FPUMark
The next test was FPUMark 99. The results of this one sure caused a stir! The prior AMD CPUs had adequate floating point capabilities, but Intel clearly had the advantage in this arena. The problem as it related to gamers is the heavy reliance that some games (3D) have on floating point processes. This problem was partially alleviated by 3DNow! implementation, but for the most part, the majority of us were waiting anxiously for the next AMD CPU and an improved floating point. In the test that we took, however, the K7 scored 1590. The PIII 500 got a whole 2550! Why was that?
Revised Floating Point
The K7's floating point, on paper, is nothing to scoff at. It has 3 fully pipelined FPUs, one for the addition, one for multiplication, and the last for FSTORE operations. The PIIs/PIIIs have 2 FPUs, one of which is fully pipelined. There are several good suggestions that we received on this, which we tend to agree with:
"Because the FPU is pipelined so radically different than the P2/IIIs I wouldn't be surprised if it is severely handicapped while running code generally optimized for the P2 core. While the K6 core didn't suffer all that badly when running FP code meant for the P2 I think you'll find that due to the heavy rearchitecting of the K7's FPU that it will have a tough time running code that has been hand optimized for the P2 core (which Quake 2 is)."

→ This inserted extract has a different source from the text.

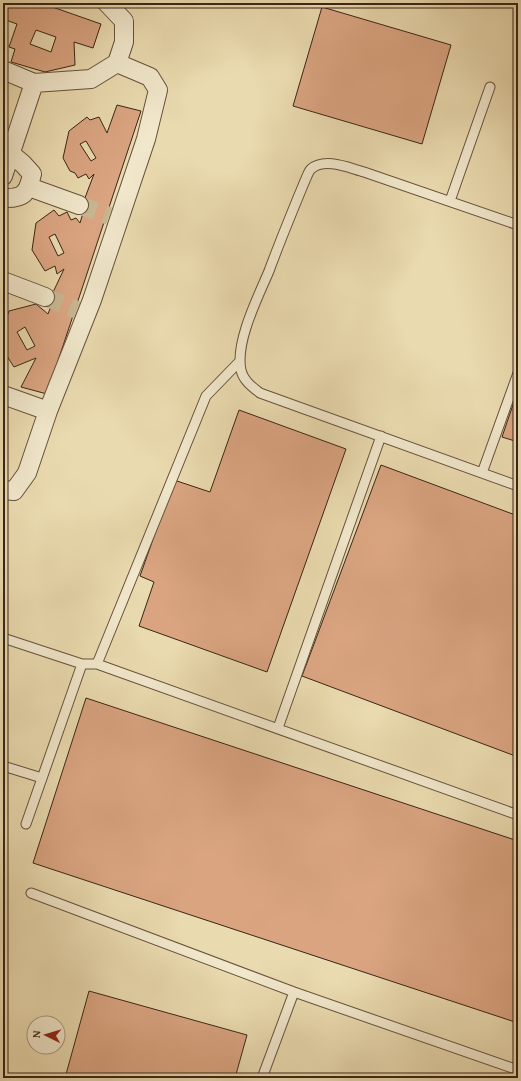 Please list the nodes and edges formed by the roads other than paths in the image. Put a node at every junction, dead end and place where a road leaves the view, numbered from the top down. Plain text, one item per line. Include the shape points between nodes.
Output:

Well put! The K7 is a significantly different architecture than the previous AMD chips as well as Intel ones. As Intel has been the dominant force in the market, we see that most if not all consumer applications are written as Intel-optimized. Another reader, elaborates a bit:
"The P6, as was explained in the article, has only 2 FPU units, of which only one is fully pipelined. A compiler will only create machinecode to look for two of these units, since no processors (x86) exist with more. So why waste cycles looking for extra ones?"
Catalyst for change
This point elaborates on the argument that until there is optimized code to take advantage of the K7's architecture, we may not see the high results that we should be seeing. This applies especially to the redesigned floating point configuration of the K7. Finally, a great point made by another reader regarding "revolutionary" CPU architectures:
"If Merced existed today, you can be certain that existing benchmarks would show little if any improvement, simply because the object code spit out by today's compiler doesn't know how to take advantage of Merced's advanced architecture."